You are right. I checked out a few moving companies, and even with free packing material I cannot afford to move to Mars.

John Law
August 20, 2014 5:03 am

We will lend them the windmills off the North Wales coast. they can be powered up as fans to repel the solar wind. They will have to pay packaging and post costs.
We get our wonderful view back and they get a whole planet to play with.

Crispin in Waterloo but really in Yogyakarta
August 20, 2014 5:49 am

Pat Frank says:
“Probably the first thing to do in terraforming Mars is drop a bunch of icy comets onto it.”
Took my best idea right there. However I can add that with good enough science and math, the mass of added comets would move the orbit a little as it is added (I am thinking of sending a lot of comets).
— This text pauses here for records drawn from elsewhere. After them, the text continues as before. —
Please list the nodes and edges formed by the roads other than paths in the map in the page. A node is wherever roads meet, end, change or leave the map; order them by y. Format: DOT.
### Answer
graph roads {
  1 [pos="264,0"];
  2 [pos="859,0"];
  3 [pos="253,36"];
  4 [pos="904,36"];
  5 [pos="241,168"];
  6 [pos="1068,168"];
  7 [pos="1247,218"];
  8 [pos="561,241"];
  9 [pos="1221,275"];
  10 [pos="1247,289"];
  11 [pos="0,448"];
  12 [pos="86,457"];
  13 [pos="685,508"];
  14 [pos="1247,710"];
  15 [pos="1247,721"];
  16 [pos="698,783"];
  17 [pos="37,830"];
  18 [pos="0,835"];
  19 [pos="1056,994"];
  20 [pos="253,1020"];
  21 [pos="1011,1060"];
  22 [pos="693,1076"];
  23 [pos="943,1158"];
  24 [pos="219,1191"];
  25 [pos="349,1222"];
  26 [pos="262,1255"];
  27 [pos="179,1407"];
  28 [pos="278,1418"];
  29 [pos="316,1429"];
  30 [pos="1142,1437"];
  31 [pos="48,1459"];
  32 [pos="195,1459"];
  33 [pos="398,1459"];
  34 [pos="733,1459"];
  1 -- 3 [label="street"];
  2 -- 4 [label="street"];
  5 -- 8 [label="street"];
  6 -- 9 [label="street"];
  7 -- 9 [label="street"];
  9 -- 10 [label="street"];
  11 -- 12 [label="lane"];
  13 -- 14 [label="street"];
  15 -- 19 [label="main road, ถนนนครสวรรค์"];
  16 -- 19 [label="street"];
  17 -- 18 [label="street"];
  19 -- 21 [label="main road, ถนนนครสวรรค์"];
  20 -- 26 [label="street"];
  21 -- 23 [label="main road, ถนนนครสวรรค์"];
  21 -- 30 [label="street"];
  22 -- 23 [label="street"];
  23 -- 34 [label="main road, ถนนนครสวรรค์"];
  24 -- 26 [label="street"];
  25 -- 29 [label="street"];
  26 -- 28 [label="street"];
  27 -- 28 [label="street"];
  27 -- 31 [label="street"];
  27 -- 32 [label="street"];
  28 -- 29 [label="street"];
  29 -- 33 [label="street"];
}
So the impacts should be calculated in such a way as to provide the ideal rotational speed, and with each nudge adding to the orbital velocity in the right way so it doesn’t go wandering away.
In the end the planet could weigh perhaps only 0.1% more but have enough water and atmosphere to sustain a wide variety of life.
Once it warms a bit there may be quite a number of surprises concerning water below ground and life forms that live on sulfur.

charles nelson
August 20, 2014 5:52 am

Like so much ‘climate science’, this is ‘science fiction’.

Paul
August 20, 2014 5:54 am

The closest you could get to terraforming Mars is to build bio-domes that are air tight with fusion reactors to produce energy to keep them warm and grow-lights so plants can photosynthesis normally.

redress
August 20, 2014 5:59 am

Terraforming Mars??
Already have the blue print in author Kim Stanley Robinson’s The Mars trilogy.
The three novels are Red Mars – Colonization-(1993), Green Mars -Terraforming-(1994), and Blue Mars -Long-term results- (1996).
Available on the internet for those who want a good Sci-fi read.

Clovis Marcus
August 20, 2014 6:02 am

Slow down people, some of you have fallen into the “Eating people is wrong*” trap. I think what the article does is highlights the cost and futility of trying to mitigate climate change using the terraforming of Mars (a task comparable in complexity and cost) as a straw man.
*the instant reaction to Swift’s “Modest Proposal”

Eustace Cranch
August 20, 2014 6:19 am

You just need to find the giant Oxygen Generators left there by an ancient alien civilization. There’s this Schwarzenegger guy who can tell you where they are.

Pamela Gray
August 20, 2014 6:22 am

At 58, if it weren’t for hairdressers my hair would now be salmon colored as my strawberry blond/copper/nutmeg/cinnamon hair gets streaked with gray. So I would have to have hairdressers on Mars. As for the golden eyes, that would be too cool. There is one drawback. my Irish skin would not like that sun. Not one bit. The upside? I am drawn mysteriously to anything colored any shade of red. For that matter, even the Barbie Doll I got for one of my childhood birthdays (which I still have) has red hair. So what the hell. Send me up with a lifetime supply of sunscreen. Bonus. The less than Earth gravity would mean that I would weigh less. What’s not to like?